A phase I study of weekly dosing of trastuzumab-DM1 (T-DM1) in patients with advanced HER2+ breast cancer.

Abstract

Abstract Abstract #3136 Background: T-DM1, a novel HER2 antibody-drug conjugate (ADC) in development for HER2+ breast cancer (BC), combines activity of trastuzumab (T) with the targeted delivery of maytansinoid DM1 (potent antimicrotubule agent) to HER2-expressing cells. DM1 binds tubulin competitively with vinca alkaloids, 20-100x more potently than vincristine. It is bound to T by MCC, a linker that is stable with protease activity and under many pH or redox conditions. T-DM1 is the first ADC with an MCC linker to enter clinical trials. Main preclinical AEs were reversible transaminase (TA) elevations, reversible platelet decreases, and neuropathy. A phase I study of T-DM1 every 3 wks (q3w) in patients (pts) with advanced HER2+ BC who progressed on T-containing chemotherapy regimen, the maximum tolerated dose (MTD) was 3.6 mg/kg, with DLT of grade (Gr) 4 thrombocytopenia (TCP); tumor responses were seen in 5 of 9 pts (4 confirmed, 44%) with measurable disease treated at MTD. We undertook this dose escalation study of T-DM1 given once/wk (q1w) to explore pharmacokinetics (PK), safety, and tolerability of more frequent dosing.
 Methods: Pts with advanced HER2+ BC who had progressed on a T-containing chemotherapy regimen received T-DM1 IV q1w continuously. Dose levels were escalated in successive 3+3 cohorts if DLT was seen in <1/3 of pts within 21 days of Cycle 1 Day 1.

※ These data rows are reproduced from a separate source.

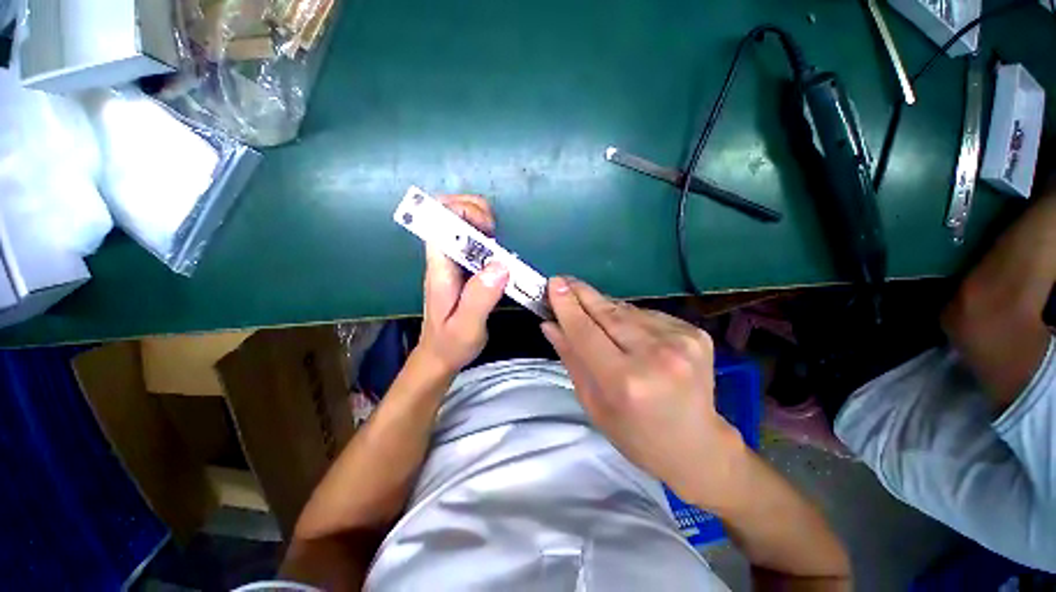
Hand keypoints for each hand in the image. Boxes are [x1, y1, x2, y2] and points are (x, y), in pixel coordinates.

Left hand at [416, 195, 508, 374]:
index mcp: (439, 268)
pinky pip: (473, 242)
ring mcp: (452, 262)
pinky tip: (500, 255)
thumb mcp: (467, 327)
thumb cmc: (451, 344)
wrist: (439, 356)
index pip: (439, 221)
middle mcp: (443, 259)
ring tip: (501, 243)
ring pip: (461, 224)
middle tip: (496, 233)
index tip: (488, 229)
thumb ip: (480, 298)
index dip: (462, 212)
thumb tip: (500, 265)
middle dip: (475, 211)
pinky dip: (488, 238)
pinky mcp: (463, 269)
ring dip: (483, 222)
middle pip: (449, 214)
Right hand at [541, 277, 744, 505]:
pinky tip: (626, 330)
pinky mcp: (695, 333)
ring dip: (605, 307)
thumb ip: (571, 358)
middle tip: (564, 281)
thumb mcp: (593, 403)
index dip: (567, 306)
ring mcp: (681, 340)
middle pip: (609, 313)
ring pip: (628, 310)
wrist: (697, 445)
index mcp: (626, 381)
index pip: (586, 332)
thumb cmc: (635, 433)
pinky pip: (648, 315)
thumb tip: (549, 323)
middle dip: (583, 295)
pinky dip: (630, 318)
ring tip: (590, 308)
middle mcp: (656, 355)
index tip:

 Results: As of 19 May 2008, enrollment is complete with 27 pts (15 at the MTD). Data is available for 19 pts [median age 54.0 (range 41-71); all PS 0-1; median number prior metastatic chemo agents 5.0 (range 2-8); median wks of prior trastuzumab 122 (range 29-325)] who have received 246 doses of T-DM1 at 1.2, 1.6, 2.0, 2.4, and 2.9 mg/kg. Common related AEs include fatigue (Gr1, 3 pts; Gr2, 4 pts; Gr3, 1 pt), thrombocytopenia (Gr 1, 4 pts; Gr2, 3 pts; Gr3, 2 pts), nausea (Gr1, 7 pts; Gr 2, 1 pt), TA elevations (Gr1, 1 pt; Gr2, 4 pts; Gr3, 1 pt), vomiting (Gr1, 3 pts; Gr2, 1 pt) and headache (Gr1, 2 pts; Gr2, 1 pt). Dose-limiting toxicity was seen in 2 pts at 2.9 mg/kg (toxicity preventing retreatment on Cycle 1 Day 8, from Gr2-3 thrombocytopenia). No Gr4 AEs or cardiac toxicity were seen. Preliminary PK analyses suggest that steady-state T-DM1 exposure at 2.4 mg/kg q1w will be ∼2x that associated with 3.6 mg/kg q3w. Of 15 pts evaluable for response, 9 had partial responses (8 confirmed, 53%).

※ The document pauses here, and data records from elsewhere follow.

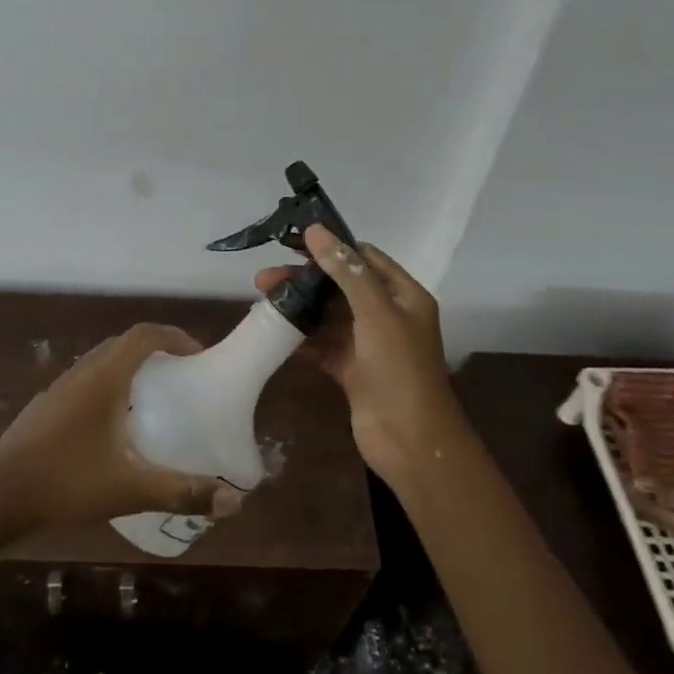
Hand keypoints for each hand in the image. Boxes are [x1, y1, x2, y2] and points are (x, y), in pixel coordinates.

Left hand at [0, 323, 240, 535]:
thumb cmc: (67, 481)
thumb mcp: (130, 488)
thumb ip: (182, 491)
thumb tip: (235, 501)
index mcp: (104, 377)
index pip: (144, 335)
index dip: (175, 336)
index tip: (198, 355)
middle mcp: (82, 372)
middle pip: (124, 344)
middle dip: (156, 351)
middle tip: (182, 377)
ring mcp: (59, 388)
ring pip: (102, 362)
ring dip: (130, 368)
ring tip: (153, 400)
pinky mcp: (46, 407)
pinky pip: (86, 381)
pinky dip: (109, 387)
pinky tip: (113, 427)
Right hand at [255, 224, 461, 482]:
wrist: (410, 442)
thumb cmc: (399, 369)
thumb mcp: (376, 312)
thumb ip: (346, 270)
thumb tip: (316, 231)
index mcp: (404, 295)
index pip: (364, 258)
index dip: (331, 247)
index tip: (292, 243)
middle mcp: (388, 315)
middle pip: (341, 286)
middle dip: (305, 279)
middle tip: (264, 279)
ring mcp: (369, 344)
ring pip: (329, 315)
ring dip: (299, 307)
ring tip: (262, 302)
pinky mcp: (353, 370)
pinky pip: (323, 345)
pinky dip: (302, 338)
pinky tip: (274, 333)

 Conclusions: The MTD of T-DM1 on a weekly schedule is 2.4 mg/kg. Related Gr ≥2 AEs were reversible and manageable. The activity and safety results observed on q1w dosing were consistent with q3w dosing, supporting further study. Three Phase II trials of q3w T-DM1 in advanced HER2+ BC will enroll pts in 2008; preliminary results from the first trial will be reported in 2008. Citation Information: Cancer Res 2009;69(2 Suppl):Abstract nr 3136.